[[ Listed records open ]]
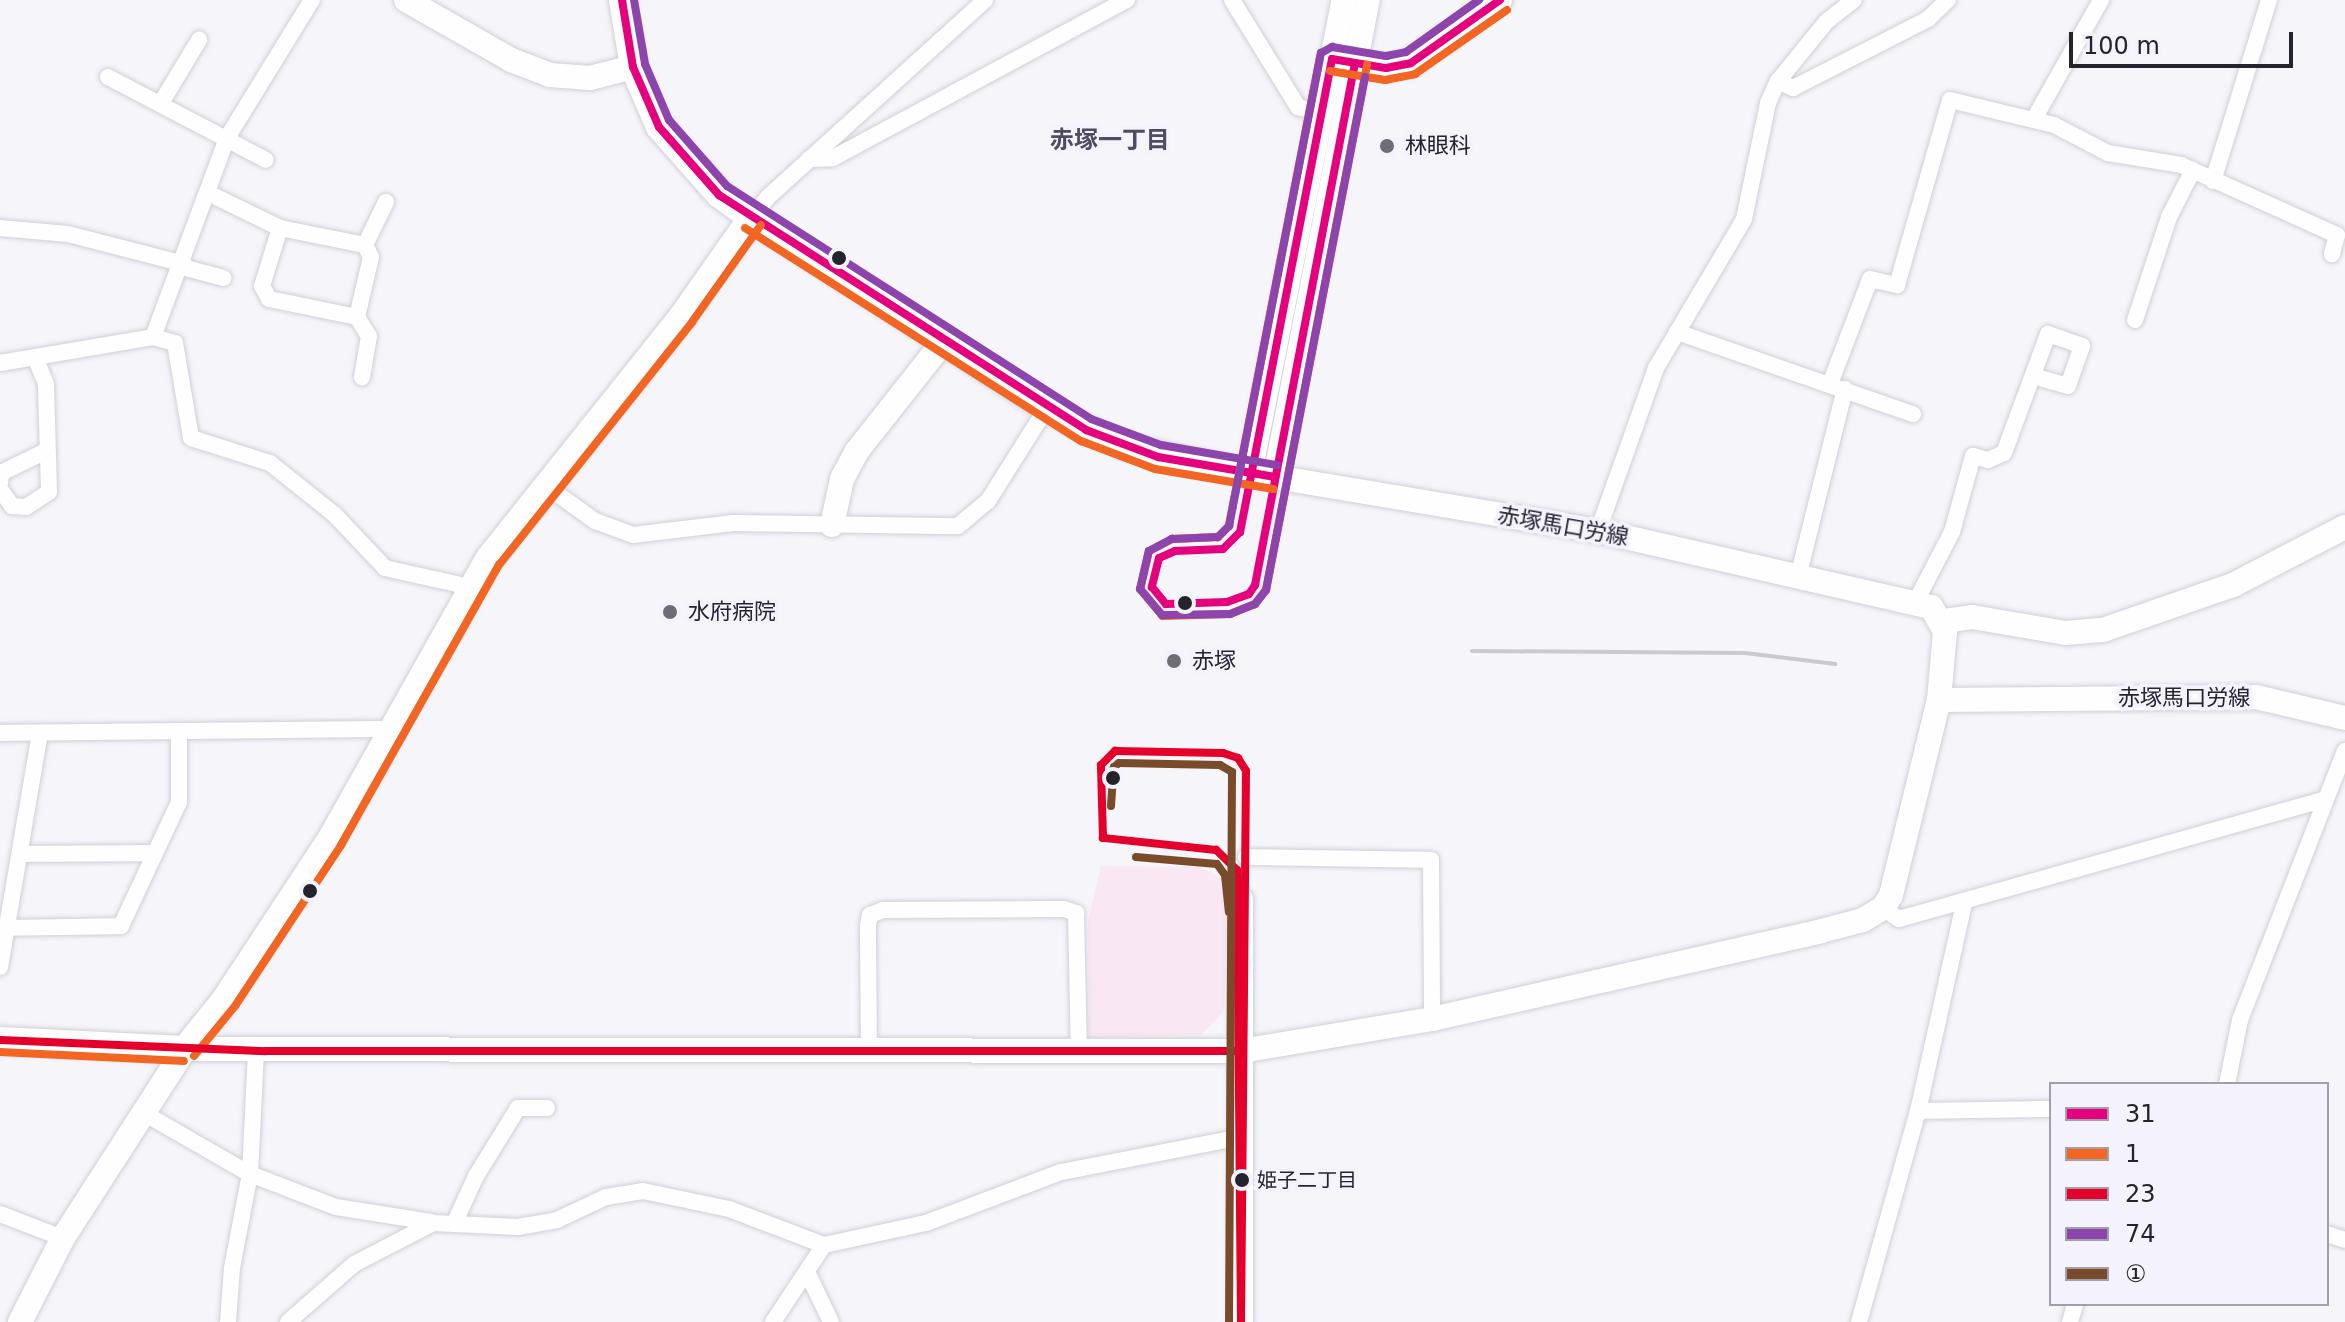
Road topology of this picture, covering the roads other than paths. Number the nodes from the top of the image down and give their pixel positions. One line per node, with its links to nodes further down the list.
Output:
1 (312, 0): 22 (street)
2 (406, 0): 16 (street)
3 (622, 0): 16 (main road)
4 (985, 0): 23 (street)
5 (1127, 0): 23 (street)
6 (1232, 0): 20 (street)
7 (1344, 0): 15 (street)
8 (1368, 0): 15 (street)
9 (1854, 0): 18 (street)
10 (1948, 0): 18 (street)
11 (2101, 0): 21 (street)
12 (2269, 0): 26 (street)
13 (1497, 1): 15 (street)
14 (199, 40): 19 (street)
15 (1344, 61): 20 (street); 49 (street)
16 (633, 67): 29 (main road)
17 (108, 77): 19 (street)
18 (1778, 81): 38 (street)
19 (161, 103): 22 (street)
20 (1321, 113): 49 (street)
21 (2034, 119): 25 (street); 45 (street)
22 (227, 138): 24 (street); 27 (street)
23 (809, 159): 29 (street)
24 (266, 160)
25 (2193, 170): 26 (street); 37 (street)
26 (2213, 181): 33 (street)
27 (208, 193): 31 (street); 34 (street)
28 (386, 202): 32 (street)
29 (751, 218): 40 (street, 赤塚馬口労線); 50 (main road)
30 (0, 228): 34 (street)
31 (280, 228): 32 (street); 36 (street)
32 (365, 245): 36 (street)
33 (2332, 254)
34 (183, 265): 35 (street); 39 (street)
35 (224, 278)
36 (357, 317): 44 (street)
37 (2135, 320)
38 (1677, 332): 45 (street); 54 (street)
39 (153, 337): 41 (street); 56 (street)
40 (943, 342): 46 (street, 赤塚馬口労線); 52 (street)
41 (36, 359): 42 (street); 48 (street)
42 (0, 363)
43 (2033, 376): 57 (street)
44 (362, 377)
45 (1837, 386): 47 (street); 55 (street)
46 (1046, 409): 49 (street, 赤塚馬口労線); 52 (street)
47 (1913, 414)
48 (46, 451): 51 (street); 51 (street)
49 (1262, 475): 54 (street, 赤塚馬口労線)
50 (545, 485): 52 (street); 56 (main road)
51 (0, 486)
52 (832, 525)
53 (2345, 527): 58 (street)
54 (1598, 531): 55 (street, 赤塚馬口労線)
55 (1798, 577): 57 (street, 赤塚馬口労線)
56 (470, 587): 61 (main road)
57 (1915, 603): 58 (street, 赤塚馬口労線)
58 (1944, 621): 59 (street)
59 (1939, 700): 60 (street, 赤塚馬口労線); 72 (street)
60 (2345, 718)
61 (393, 729): 62 (street); 77 (main road)
62 (179, 732): 64 (street); 67 (street)
63 (0, 733): 64 (street)
64 (40, 734): 68 (street)
65 (2345, 751): 66 (street)
66 (2325, 799): 71 (street); 82 (street)
67 (154, 853): 68 (street); 73 (street)
68 (20, 854): 73 (street)
69 (1246, 857): 75 (street)
70 (1241, 899): 80 (street)
71 (1964, 903): 72 (street); 85 (street)
72 (1883, 908): 75 (street)
73 (4, 928): 74 (street)
74 (0, 967)
75 (1432, 1019): 80 (street)
76 (0, 1040): 77 (main road)
77 (185, 1049): 78 (street); 86 (street)
78 (256, 1051): 81 (street); 88 (street)
79 (1079, 1051): 80 (street); 81 (street); 81 (street)
80 (1241, 1051): 87 (street)
81 (869, 1053)
82 (2227, 1082)
83 (547, 1108): 91 (street)
84 (2049, 1109): 85 (street)
85 (1918, 1111): 101 (street)
86 (142, 1112): 88 (street); 92 (street)
87 (1241, 1137): 93 (street); 100 (street)
88 (250, 1174): 90 (street); 96 (street)
89 (0, 1214): 92 (street)
90 (433, 1223): 91 (street); 97 (street)
91 (454, 1224): 93 (street)
92 (63, 1238): 95 (street)
93 (824, 1245): 94 (street)
94 (808, 1274): 98 (street); 99 (street)
95 (20, 1322)
96 (228, 1322)
97 (288, 1322)
98 (773, 1322)
99 (831, 1322)
100 (1241, 1322)
101 (1859, 1322)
[[ Listed records closed ]]
• [Work to be completed] Except for the pictures, set down each line of the records exactly as it appears.

• [Solution]
Road topology of this picture, covering the roads other than paths. Number the nodes from the top of the image down and give their pixel positions. One line per node, with its links to nodes further down the list.
Output:
1 (312, 0): 22 (street)
2 (406, 0): 16 (street)
3 (622, 0): 16 (main road)
4 (985, 0): 23 (street)
5 (1127, 0): 23 (street)
6 (1232, 0): 20 (street)
7 (1344, 0): 15 (street)
8 (1368, 0): 15 (street)
9 (1854, 0): 18 (street)
10 (1948, 0): 18 (street)
11 (2101, 0): 21 (street)
12 (2269, 0): 26 (street)
13 (1497, 1): 15 (street)
14 (199, 40): 19 (street)
15 (1344, 61): 20 (street); 49 (street)
16 (633, 67): 29 (main road)
17 (108, 77): 19 (street)
18 (1778, 81): 38 (street)
19 (161, 103): 22 (street)
20 (1321, 113): 49 (street)
21 (2034, 119): 25 (street); 45 (street)
22 (227, 138): 24 (street); 27 (street)
23 (809, 159): 29 (street)
24 (266, 160)
25 (2193, 170): 26 (street); 37 (street)
26 (2213, 181): 33 (street)
27 (208, 193): 31 (street); 34 (street)
28 (386, 202): 32 (street)
29 (751, 218): 40 (street, 赤塚馬口労線); 50 (main road)
30 (0, 228): 34 (street)
31 (280, 228): 32 (street); 36 (street)
32 (365, 245): 36 (street)
33 (2332, 254)
34 (183, 265): 35 (street); 39 (street)
35 (224, 278)
36 (357, 317): 44 (street)
37 (2135, 320)
38 (1677, 332): 45 (street); 54 (street)
39 (153, 337): 41 (street); 56 (street)
40 (943, 342): 46 (street, 赤塚馬口労線); 52 (street)
41 (36, 359): 42 (street); 48 (street)
42 (0, 363)
43 (2033, 376): 57 (street)
44 (362, 377)
45 (1837, 386): 47 (street); 55 (street)
46 (1046, 409): 49 (street, 赤塚馬口労線); 52 (street)
47 (1913, 414)
48 (46, 451): 51 (street); 51 (street)
49 (1262, 475): 54 (street, 赤塚馬口労線)
50 (545, 485): 52 (street); 56 (main road)
51 (0, 486)
52 (832, 525)
53 (2345, 527): 58 (street)
54 (1598, 531): 55 (street, 赤塚馬口労線)
55 (1798, 577): 57 (street, 赤塚馬口労線)
56 (470, 587): 61 (main road)
57 (1915, 603): 58 (street, 赤塚馬口労線)
58 (1944, 621): 59 (street)
59 (1939, 700): 60 (street, 赤塚馬口労線); 72 (street)
60 (2345, 718)
61 (393, 729): 62 (street); 77 (main road)
62 (179, 732): 64 (street); 67 (street)
63 (0, 733): 64 (street)
64 (40, 734): 68 (street)
65 (2345, 751): 66 (street)
66 (2325, 799): 71 (street); 82 (street)
67 (154, 853): 68 (street); 73 (street)
68 (20, 854): 73 (street)
69 (1246, 857): 75 (street)
70 (1241, 899): 80 (street)
71 (1964, 903): 72 (street); 85 (street)
72 (1883, 908): 75 (street)
73 (4, 928): 74 (street)
74 (0, 967)
75 (1432, 1019): 80 (street)
76 (0, 1040): 77 (main road)
77 (185, 1049): 78 (street); 86 (street)
78 (256, 1051): 81 (street); 88 (street)
79 (1079, 1051): 80 (street); 81 (street); 81 (street)
80 (1241, 1051): 87 (street)
81 (869, 1053)
82 (2227, 1082)
83 (547, 1108): 91 (street)
84 (2049, 1109): 85 (street)
85 (1918, 1111): 101 (street)
86 (142, 1112): 88 (street); 92 (street)
87 (1241, 1137): 93 (street); 100 (street)
88 (250, 1174): 90 (street); 96 (street)
89 (0, 1214): 92 (street)
90 (433, 1223): 91 (street); 97 (street)
91 (454, 1224): 93 (street)
92 (63, 1238): 95 (street)
93 (824, 1245): 94 (street)
94 (808, 1274): 98 (street); 99 (street)
95 (20, 1322)
96 (228, 1322)
97 (288, 1322)
98 (773, 1322)
99 (831, 1322)
100 (1241, 1322)
101 (1859, 1322)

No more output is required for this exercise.